Work to be completed –
These entries must be printed again exactly as they are.
+++ Recorded data
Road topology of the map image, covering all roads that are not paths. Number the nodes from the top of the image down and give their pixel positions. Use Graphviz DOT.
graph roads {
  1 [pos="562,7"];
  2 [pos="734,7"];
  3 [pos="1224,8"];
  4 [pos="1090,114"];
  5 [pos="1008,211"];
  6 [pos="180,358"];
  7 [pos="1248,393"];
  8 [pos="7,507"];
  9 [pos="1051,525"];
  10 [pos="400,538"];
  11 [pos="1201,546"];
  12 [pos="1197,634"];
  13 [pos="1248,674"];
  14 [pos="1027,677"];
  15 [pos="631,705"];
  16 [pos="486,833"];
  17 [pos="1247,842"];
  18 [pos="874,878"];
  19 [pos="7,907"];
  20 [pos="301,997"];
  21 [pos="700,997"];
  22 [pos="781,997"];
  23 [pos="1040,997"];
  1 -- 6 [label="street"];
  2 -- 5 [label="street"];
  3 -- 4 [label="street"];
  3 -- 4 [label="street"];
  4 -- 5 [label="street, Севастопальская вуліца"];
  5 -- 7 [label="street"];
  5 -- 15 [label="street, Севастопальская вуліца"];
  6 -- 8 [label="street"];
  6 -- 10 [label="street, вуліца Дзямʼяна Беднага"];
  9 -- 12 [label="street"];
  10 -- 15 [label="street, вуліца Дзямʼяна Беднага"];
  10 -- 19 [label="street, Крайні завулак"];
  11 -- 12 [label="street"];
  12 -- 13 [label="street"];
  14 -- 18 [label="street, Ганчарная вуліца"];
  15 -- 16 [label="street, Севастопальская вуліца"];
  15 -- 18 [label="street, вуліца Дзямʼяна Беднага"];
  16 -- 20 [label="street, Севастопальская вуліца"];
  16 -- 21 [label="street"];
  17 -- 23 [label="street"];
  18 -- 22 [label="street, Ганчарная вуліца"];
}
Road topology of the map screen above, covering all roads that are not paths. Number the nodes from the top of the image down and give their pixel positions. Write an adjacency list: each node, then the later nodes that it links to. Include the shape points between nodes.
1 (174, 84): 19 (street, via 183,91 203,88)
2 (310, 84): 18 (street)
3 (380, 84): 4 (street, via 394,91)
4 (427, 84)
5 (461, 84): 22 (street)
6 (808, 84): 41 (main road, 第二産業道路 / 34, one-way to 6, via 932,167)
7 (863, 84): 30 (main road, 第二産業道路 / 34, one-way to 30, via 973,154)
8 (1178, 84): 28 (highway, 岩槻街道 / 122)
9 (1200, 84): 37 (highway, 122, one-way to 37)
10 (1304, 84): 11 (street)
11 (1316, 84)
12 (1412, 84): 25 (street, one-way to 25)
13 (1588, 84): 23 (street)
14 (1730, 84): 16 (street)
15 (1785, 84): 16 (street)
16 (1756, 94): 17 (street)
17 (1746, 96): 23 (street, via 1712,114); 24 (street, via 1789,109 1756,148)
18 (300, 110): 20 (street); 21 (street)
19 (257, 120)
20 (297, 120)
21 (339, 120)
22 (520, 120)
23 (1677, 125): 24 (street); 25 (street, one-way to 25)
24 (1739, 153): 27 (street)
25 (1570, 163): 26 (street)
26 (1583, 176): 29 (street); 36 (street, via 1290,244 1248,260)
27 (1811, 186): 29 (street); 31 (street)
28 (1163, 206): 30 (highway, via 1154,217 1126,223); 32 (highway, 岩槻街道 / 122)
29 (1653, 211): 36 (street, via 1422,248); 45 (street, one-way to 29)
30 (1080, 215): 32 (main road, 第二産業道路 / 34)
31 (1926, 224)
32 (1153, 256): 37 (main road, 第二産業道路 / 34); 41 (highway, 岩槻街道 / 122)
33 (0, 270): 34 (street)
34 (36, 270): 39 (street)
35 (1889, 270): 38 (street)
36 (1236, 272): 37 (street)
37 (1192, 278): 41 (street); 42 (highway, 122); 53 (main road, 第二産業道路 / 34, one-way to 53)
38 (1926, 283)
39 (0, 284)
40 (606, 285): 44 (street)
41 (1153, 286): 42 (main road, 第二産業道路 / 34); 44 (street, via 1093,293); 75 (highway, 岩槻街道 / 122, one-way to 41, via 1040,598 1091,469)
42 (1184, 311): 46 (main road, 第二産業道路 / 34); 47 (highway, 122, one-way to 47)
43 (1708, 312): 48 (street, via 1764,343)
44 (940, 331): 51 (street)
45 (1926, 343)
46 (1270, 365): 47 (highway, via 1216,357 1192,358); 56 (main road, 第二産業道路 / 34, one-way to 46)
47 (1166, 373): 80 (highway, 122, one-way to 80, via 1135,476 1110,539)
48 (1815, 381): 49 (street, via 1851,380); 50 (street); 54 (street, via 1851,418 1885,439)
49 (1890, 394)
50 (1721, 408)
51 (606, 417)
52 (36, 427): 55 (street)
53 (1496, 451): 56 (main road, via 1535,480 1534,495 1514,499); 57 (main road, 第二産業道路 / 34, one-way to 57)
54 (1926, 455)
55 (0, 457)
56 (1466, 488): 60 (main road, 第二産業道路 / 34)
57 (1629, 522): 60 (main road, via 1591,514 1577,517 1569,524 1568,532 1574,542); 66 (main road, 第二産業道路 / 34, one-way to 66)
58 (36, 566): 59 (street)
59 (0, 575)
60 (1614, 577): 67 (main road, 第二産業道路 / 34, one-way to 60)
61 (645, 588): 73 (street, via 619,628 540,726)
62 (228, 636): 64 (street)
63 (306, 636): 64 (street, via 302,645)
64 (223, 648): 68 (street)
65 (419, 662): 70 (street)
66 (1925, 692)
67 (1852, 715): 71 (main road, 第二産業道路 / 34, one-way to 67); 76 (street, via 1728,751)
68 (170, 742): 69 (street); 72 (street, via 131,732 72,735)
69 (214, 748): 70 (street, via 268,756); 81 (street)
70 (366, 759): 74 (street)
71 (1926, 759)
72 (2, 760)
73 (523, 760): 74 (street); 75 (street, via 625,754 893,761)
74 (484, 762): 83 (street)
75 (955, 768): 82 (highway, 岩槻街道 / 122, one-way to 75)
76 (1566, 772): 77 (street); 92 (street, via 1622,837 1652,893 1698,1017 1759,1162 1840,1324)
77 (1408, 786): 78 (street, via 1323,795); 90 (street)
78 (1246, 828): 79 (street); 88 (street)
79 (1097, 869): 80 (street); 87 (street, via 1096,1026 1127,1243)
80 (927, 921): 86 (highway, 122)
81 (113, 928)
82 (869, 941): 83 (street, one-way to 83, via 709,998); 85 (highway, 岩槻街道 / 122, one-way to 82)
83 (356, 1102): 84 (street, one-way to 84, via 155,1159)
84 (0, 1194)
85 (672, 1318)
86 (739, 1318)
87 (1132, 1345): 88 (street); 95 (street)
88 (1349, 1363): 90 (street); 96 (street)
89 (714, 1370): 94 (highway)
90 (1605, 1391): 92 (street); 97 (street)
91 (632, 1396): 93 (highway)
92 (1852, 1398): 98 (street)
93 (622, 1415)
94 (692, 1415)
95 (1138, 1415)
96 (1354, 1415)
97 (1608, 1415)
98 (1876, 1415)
++++++
Solution to this task –
Road topology of the map image, covering all roads that are not paths. Number the nodes from the top of the image down and give their pixel positions. Use Graphviz DOT.
graph roads {
  1 [pos="562,7"];
  2 [pos="734,7"];
  3 [pos="1224,8"];
  4 [pos="1090,114"];
  5 [pos="1008,211"];
  6 [pos="180,358"];
  7 [pos="1248,393"];
  8 [pos="7,507"];
  9 [pos="1051,525"];
  10 [pos="400,538"];
  11 [pos="1201,546"];
  12 [pos="1197,634"];
  13 [pos="1248,674"];
  14 [pos="1027,677"];
  15 [pos="631,705"];
  16 [pos="486,833"];
  17 [pos="1247,842"];
  18 [pos="874,878"];
  19 [pos="7,907"];
  20 [pos="301,997"];
  21 [pos="700,997"];
  22 [pos="781,997"];
  23 [pos="1040,997"];
  1 -- 6 [label="street"];
  2 -- 5 [label="street"];
  3 -- 4 [label="street"];
  3 -- 4 [label="street"];
  4 -- 5 [label="street, Севастопальская вуліца"];
  5 -- 7 [label="street"];
  5 -- 15 [label="street, Севастопальская вуліца"];
  6 -- 8 [label="street"];
  6 -- 10 [label="street, вуліца Дзямʼяна Беднага"];
  9 -- 12 [label="street"];
  10 -- 15 [label="street, вуліца Дзямʼяна Беднага"];
  10 -- 19 [label="street, Крайні завулак"];
  11 -- 12 [label="street"];
  12 -- 13 [label="street"];
  14 -- 18 [label="street, Ганчарная вуліца"];
  15 -- 16 [label="street, Севастопальская вуліца"];
  15 -- 18 [label="street, вуліца Дзямʼяна Беднага"];
  16 -- 20 [label="street, Севастопальская вуліца"];
  16 -- 21 [label="street"];
  17 -- 23 [label="street"];
  18 -- 22 [label="street, Ганчарная вуліца"];
}
Road topology of the map screen above, covering all roads that are not paths. Number the nodes from the top of the image down and give their pixel positions. Write an adjacency list: each node, then the later nodes that it links to. Include the shape points between nodes.
1 (174, 84): 19 (street, via 183,91 203,88)
2 (310, 84): 18 (street)
3 (380, 84): 4 (street, via 394,91)
4 (427, 84)
5 (461, 84): 22 (street)
6 (808, 84): 41 (main road, 第二産業道路 / 34, one-way to 6, via 932,167)
7 (863, 84): 30 (main road, 第二産業道路 / 34, one-way to 30, via 973,154)
8 (1178, 84): 28 (highway, 岩槻街道 / 122)
9 (1200, 84): 37 (highway, 122, one-way to 37)
10 (1304, 84): 11 (street)
11 (1316, 84)
12 (1412, 84): 25 (street, one-way to 25)
13 (1588, 84): 23 (street)
14 (1730, 84): 16 (street)
15 (1785, 84): 16 (street)
16 (1756, 94): 17 (street)
17 (1746, 96): 23 (street, via 1712,114); 24 (street, via 1789,109 1756,148)
18 (300, 110): 20 (street); 21 (street)
19 (257, 120)
20 (297, 120)
21 (339, 120)
22 (520, 120)
23 (1677, 125): 24 (street); 25 (street, one-way to 25)
24 (1739, 153): 27 (street)
25 (1570, 163): 26 (street)
26 (1583, 176): 29 (street); 36 (street, via 1290,244 1248,260)
27 (1811, 186): 29 (street); 31 (street)
28 (1163, 206): 30 (highway, via 1154,217 1126,223); 32 (highway, 岩槻街道 / 122)
29 (1653, 211): 36 (street, via 1422,248); 45 (street, one-way to 29)
30 (1080, 215): 32 (main road, 第二産業道路 / 34)
31 (1926, 224)
32 (1153, 256): 37 (main road, 第二産業道路 / 34); 41 (highway, 岩槻街道 / 122)
33 (0, 270): 34 (street)
34 (36, 270): 39 (street)
35 (1889, 270): 38 (street)
36 (1236, 272): 37 (street)
37 (1192, 278): 41 (street); 42 (highway, 122); 53 (main road, 第二産業道路 / 34, one-way to 53)
38 (1926, 283)
39 (0, 284)
40 (606, 285): 44 (street)
41 (1153, 286): 42 (main road, 第二産業道路 / 34); 44 (street, via 1093,293); 75 (highway, 岩槻街道 / 122, one-way to 41, via 1040,598 1091,469)
42 (1184, 311): 46 (main road, 第二産業道路 / 34); 47 (highway, 122, one-way to 47)
43 (1708, 312): 48 (street, via 1764,343)
44 (940, 331): 51 (street)
45 (1926, 343)
46 (1270, 365): 47 (highway, via 1216,357 1192,358); 56 (main road, 第二産業道路 / 34, one-way to 46)
47 (1166, 373): 80 (highway, 122, one-way to 80, via 1135,476 1110,539)
48 (1815, 381): 49 (street, via 1851,380); 50 (street); 54 (street, via 1851,418 1885,439)
49 (1890, 394)
50 (1721, 408)
51 (606, 417)
52 (36, 427): 55 (street)
53 (1496, 451): 56 (main road, via 1535,480 1534,495 1514,499); 57 (main road, 第二産業道路 / 34, one-way to 57)
54 (1926, 455)
55 (0, 457)
56 (1466, 488): 60 (main road, 第二産業道路 / 34)
57 (1629, 522): 60 (main road, via 1591,514 1577,517 1569,524 1568,532 1574,542); 66 (main road, 第二産業道路 / 34, one-way to 66)
58 (36, 566): 59 (street)
59 (0, 575)
60 (1614, 577): 67 (main road, 第二産業道路 / 34, one-way to 60)
61 (645, 588): 73 (street, via 619,628 540,726)
62 (228, 636): 64 (street)
63 (306, 636): 64 (street, via 302,645)
64 (223, 648): 68 (street)
65 (419, 662): 70 (street)
66 (1925, 692)
67 (1852, 715): 71 (main road, 第二産業道路 / 34, one-way to 67); 76 (street, via 1728,751)
68 (170, 742): 69 (street); 72 (street, via 131,732 72,735)
69 (214, 748): 70 (street, via 268,756); 81 (street)
70 (366, 759): 74 (street)
71 (1926, 759)
72 (2, 760)
73 (523, 760): 74 (street); 75 (street, via 625,754 893,761)
74 (484, 762): 83 (street)
75 (955, 768): 82 (highway, 岩槻街道 / 122, one-way to 75)
76 (1566, 772): 77 (street); 92 (street, via 1622,837 1652,893 1698,1017 1759,1162 1840,1324)
77 (1408, 786): 78 (street, via 1323,795); 90 (street)
78 (1246, 828): 79 (street); 88 (street)
79 (1097, 869): 80 (street); 87 (street, via 1096,1026 1127,1243)
80 (927, 921): 86 (highway, 122)
81 (113, 928)
82 (869, 941): 83 (street, one-way to 83, via 709,998); 85 (highway, 岩槻街道 / 122, one-way to 82)
83 (356, 1102): 84 (street, one-way to 84, via 155,1159)
84 (0, 1194)
85 (672, 1318)
86 (739, 1318)
87 (1132, 1345): 88 (street); 95 (street)
88 (1349, 1363): 90 (street); 96 (street)
89 (714, 1370): 94 (highway)
90 (1605, 1391): 92 (street); 97 (street)
91 (632, 1396): 93 (highway)
92 (1852, 1398): 98 (street)
93 (622, 1415)
94 (692, 1415)
95 (1138, 1415)
96 (1354, 1415)
97 (1608, 1415)
98 (1876, 1415)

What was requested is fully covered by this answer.